Carbon Kevlar bootlid/trunk

Paint is light and looks good. But no sense in arguing over this, as there will always be those people that just have to show off what material it is pretending to be made of.

actually wasnt arguing at all. just replying to riff42 about 20lbs of gelcoat. simply stating that there will be weight from either gelocat or paint. paint can get pretty heavy from primer/base/clear.

Deetech, Bootlid looks great.Don’t worry about negative people who say their own work is quote “shxt” anyway!

The look on the outside is very different from the actual quality of the construction.:smiley:

Hey Tet…didn’t we have some fun today! :cool:

Agreed, good show! Now prepared for a bunch of vendors to start calling to bring samples and check out the manufacturing facility. :rolleyes:

The quality of the part is much better than any of the mass produced crap on the market today.I have seen and repaired enough of that rubbish to know the only carbon part is the top single layer.Most of it is 90% fibreglass hand laid or chopper gun rubbish.

Ok, very cool. So this is full carbon or carbon/kevlar? A balanced layup infused with VE or epoxy?

I agree that there are numerous ways to build a bootlid, a hood etc, ways which produce a superior quality in strength and appearance, ways that offer just the appearance and not the strenght of an airplane wing for example:p and ways that offer crap appearance and strength :o .
In the end it’s all up to the customers’ needs and wallet. What’s the point in producing the best product in appearance and strenght when there isn’t a market to buy it?

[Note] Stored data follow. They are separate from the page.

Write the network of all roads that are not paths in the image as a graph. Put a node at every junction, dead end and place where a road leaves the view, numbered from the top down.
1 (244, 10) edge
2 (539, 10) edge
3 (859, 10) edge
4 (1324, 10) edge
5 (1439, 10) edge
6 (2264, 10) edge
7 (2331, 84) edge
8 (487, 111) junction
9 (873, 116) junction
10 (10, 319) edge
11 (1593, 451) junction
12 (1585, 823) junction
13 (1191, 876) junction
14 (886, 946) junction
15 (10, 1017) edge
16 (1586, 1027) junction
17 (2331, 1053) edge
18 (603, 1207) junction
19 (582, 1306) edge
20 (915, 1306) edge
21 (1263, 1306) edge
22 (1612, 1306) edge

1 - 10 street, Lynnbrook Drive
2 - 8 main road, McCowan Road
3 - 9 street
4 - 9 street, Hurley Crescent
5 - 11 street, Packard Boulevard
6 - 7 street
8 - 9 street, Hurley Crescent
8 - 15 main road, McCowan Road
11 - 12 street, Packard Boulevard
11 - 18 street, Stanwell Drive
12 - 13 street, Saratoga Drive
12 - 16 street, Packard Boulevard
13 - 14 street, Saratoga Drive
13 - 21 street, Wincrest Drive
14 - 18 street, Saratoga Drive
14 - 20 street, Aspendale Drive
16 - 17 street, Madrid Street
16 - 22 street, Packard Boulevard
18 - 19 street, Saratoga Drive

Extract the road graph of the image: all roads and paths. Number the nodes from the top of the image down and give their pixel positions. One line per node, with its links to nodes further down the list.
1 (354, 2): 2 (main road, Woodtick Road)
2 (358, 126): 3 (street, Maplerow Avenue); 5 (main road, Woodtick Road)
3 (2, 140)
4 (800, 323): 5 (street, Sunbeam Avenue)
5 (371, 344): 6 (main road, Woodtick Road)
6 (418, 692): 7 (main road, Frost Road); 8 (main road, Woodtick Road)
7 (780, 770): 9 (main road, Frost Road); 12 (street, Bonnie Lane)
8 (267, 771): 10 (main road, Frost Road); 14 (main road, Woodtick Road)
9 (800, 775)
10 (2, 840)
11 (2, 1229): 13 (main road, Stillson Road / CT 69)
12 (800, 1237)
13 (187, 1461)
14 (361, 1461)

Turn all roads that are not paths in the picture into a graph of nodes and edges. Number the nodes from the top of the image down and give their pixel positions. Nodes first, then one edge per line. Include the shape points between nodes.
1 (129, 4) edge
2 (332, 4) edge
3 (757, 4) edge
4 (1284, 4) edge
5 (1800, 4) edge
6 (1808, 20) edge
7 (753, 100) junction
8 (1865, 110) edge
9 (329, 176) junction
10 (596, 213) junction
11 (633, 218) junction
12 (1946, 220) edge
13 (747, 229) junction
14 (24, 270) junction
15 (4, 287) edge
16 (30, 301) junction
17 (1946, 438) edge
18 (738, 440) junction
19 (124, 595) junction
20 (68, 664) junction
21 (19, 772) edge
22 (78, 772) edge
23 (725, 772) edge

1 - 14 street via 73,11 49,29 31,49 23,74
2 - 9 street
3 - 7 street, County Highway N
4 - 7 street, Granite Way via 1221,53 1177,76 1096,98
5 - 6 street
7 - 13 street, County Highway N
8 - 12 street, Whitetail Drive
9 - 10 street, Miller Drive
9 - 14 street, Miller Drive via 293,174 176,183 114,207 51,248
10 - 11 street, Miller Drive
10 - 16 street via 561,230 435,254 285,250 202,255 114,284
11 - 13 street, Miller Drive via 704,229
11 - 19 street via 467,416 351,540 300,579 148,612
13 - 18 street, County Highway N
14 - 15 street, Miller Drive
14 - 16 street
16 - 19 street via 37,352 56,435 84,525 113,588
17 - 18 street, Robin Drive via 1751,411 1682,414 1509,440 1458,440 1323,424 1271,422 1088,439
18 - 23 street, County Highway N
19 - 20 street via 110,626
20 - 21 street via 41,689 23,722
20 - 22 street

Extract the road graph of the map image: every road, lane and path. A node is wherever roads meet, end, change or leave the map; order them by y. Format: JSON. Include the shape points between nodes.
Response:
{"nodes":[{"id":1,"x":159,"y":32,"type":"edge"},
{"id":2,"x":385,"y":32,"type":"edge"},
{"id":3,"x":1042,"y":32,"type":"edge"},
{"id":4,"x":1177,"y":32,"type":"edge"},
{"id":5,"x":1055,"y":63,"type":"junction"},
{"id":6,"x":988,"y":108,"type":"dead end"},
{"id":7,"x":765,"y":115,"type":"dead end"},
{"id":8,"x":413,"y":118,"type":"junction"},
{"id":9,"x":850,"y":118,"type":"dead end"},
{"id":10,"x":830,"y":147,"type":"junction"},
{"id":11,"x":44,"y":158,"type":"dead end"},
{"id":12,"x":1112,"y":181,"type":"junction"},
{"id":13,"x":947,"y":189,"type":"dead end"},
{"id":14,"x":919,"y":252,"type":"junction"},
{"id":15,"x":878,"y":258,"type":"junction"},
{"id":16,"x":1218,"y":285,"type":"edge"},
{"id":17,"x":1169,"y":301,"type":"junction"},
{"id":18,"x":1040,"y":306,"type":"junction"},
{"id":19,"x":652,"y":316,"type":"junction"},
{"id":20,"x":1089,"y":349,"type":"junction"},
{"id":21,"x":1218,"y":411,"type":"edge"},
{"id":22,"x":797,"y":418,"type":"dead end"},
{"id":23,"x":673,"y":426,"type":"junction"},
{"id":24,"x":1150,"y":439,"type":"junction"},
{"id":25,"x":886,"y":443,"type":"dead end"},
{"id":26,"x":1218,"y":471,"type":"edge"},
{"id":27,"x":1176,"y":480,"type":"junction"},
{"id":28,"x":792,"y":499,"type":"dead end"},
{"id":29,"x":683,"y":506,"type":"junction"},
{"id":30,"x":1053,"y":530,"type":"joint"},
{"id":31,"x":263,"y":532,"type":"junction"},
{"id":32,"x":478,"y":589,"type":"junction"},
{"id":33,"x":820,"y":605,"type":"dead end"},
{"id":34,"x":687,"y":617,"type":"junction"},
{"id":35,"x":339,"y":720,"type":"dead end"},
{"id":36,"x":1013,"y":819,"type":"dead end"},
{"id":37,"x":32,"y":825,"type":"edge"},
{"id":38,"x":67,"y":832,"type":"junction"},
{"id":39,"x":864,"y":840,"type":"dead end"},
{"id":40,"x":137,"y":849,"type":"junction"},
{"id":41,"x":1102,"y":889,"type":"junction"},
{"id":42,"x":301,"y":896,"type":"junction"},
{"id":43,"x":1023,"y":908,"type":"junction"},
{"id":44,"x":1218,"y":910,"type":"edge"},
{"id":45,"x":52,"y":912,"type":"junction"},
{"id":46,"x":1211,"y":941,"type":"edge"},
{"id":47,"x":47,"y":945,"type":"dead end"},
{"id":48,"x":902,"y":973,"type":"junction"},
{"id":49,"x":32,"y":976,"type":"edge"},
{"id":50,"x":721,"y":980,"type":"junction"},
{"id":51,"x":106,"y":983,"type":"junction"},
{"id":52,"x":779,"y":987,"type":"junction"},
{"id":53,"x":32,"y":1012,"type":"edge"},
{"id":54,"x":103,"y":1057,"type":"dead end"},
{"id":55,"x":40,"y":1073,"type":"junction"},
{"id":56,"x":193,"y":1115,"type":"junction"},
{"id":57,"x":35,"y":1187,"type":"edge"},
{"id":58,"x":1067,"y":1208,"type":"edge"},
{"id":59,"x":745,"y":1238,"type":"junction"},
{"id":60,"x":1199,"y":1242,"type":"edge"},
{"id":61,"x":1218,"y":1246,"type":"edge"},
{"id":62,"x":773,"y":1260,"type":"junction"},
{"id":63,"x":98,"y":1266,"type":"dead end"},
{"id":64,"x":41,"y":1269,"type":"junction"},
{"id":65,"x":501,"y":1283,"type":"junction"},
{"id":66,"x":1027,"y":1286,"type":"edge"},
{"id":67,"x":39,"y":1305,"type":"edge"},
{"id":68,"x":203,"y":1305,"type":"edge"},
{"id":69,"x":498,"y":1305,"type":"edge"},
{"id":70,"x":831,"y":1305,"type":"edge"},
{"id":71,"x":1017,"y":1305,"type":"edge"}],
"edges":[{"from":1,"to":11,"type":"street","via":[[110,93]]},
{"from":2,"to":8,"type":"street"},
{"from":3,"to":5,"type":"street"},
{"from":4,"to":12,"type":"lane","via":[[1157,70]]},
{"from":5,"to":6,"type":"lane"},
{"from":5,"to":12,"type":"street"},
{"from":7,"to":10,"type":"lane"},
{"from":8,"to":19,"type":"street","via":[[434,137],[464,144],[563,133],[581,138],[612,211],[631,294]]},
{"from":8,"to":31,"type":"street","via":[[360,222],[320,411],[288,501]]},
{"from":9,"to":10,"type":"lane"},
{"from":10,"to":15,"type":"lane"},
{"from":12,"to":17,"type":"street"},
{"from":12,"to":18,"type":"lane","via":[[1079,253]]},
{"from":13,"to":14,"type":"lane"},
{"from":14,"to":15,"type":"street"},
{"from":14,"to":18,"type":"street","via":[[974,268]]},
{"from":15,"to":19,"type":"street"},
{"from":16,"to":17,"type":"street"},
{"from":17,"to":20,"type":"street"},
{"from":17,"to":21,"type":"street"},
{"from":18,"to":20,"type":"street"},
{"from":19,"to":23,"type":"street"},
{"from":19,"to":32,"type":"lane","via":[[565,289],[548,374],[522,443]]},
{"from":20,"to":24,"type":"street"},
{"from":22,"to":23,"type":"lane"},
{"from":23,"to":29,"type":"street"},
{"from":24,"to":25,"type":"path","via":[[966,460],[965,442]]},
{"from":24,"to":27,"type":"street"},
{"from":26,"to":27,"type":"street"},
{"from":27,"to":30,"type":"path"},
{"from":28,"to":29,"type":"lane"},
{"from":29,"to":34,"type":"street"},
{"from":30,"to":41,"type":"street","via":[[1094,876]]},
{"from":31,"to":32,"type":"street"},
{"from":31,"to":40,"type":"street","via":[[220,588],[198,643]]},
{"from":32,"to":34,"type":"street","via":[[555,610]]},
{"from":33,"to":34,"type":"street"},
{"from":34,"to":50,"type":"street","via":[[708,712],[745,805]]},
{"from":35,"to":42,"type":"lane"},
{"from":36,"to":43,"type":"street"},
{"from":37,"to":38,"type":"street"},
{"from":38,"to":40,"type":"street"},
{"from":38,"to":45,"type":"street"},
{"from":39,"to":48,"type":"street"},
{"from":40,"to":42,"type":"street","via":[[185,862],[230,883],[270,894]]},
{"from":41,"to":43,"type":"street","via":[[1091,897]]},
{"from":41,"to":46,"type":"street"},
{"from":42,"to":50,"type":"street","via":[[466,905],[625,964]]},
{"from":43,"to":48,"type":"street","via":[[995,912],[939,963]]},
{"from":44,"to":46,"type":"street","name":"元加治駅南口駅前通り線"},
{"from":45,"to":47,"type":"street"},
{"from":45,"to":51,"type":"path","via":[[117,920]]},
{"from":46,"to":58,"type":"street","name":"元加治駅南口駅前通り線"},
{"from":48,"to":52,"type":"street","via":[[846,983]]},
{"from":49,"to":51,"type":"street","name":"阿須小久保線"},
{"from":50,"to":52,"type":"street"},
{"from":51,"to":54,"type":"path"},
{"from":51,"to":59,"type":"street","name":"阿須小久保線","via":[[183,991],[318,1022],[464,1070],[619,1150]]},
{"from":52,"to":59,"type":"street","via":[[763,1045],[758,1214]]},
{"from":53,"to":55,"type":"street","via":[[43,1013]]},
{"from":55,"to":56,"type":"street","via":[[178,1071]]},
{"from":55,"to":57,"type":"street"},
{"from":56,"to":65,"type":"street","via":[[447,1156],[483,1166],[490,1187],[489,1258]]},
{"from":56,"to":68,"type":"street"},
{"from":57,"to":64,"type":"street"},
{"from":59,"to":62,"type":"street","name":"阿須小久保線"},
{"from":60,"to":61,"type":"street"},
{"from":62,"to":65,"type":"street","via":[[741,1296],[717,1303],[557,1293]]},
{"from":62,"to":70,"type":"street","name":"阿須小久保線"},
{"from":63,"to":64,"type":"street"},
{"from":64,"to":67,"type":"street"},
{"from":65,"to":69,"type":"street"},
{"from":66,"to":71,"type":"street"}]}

I bet many of us have caught ourselves talking with potential customers trying to explain why for example this bootlid costs this much and not cheaper and many of them doesn’t seem to understand the cost, the hours spent, the labour etc, imagine if you were trying to sell them a state of the art bootlid…:eek: :eek: :eek: In my opinion the best way(when possible) is to give the customer the option of choice, the customer decides the level of strenght and the level of appearance and pays according to his needs.

How true that is.

We get “I can get a bonnet of trade me (NZ’s Ebay) for $500 and you want $3000 for the same thing”. Then we try to explain that the cheap one is not 100% carbon, floppy, weighs 5 times more and will yellow. They don’t care as they are after the cheapest “carbon” bonnet.

But then there are those that need it for a race car and will pay for the lightest and finish is not important, to a point, as it gets covered by stickers (lighter, cheaper and easyier to change than paint).

One needs a number of techniques that can be used depending on the projects requirements.

yep Moke, it is all about the individual customer. Some are willing to pay $1500 to $2000 for a hood, others want it for $350.

If you can crank them out fast, offer no warranty, and sell them for $400 a pop. Only problem there is your companies good name. Something like that I would market under a different name. Heavy azz csm, 1 gallon of resin, one layer of cf 6oz hood. no vacuum bagging. Let them pay $400 for that then if you don’t have to tie your name to it. I try to stay away from doing deals like that though. I hate fiberglass, especially csm and i prefer not to use polyester resin.

Ask those guys how it is they can claim to own a cf hood that is only 10% cf? It’s really a resin glass hood. LOL.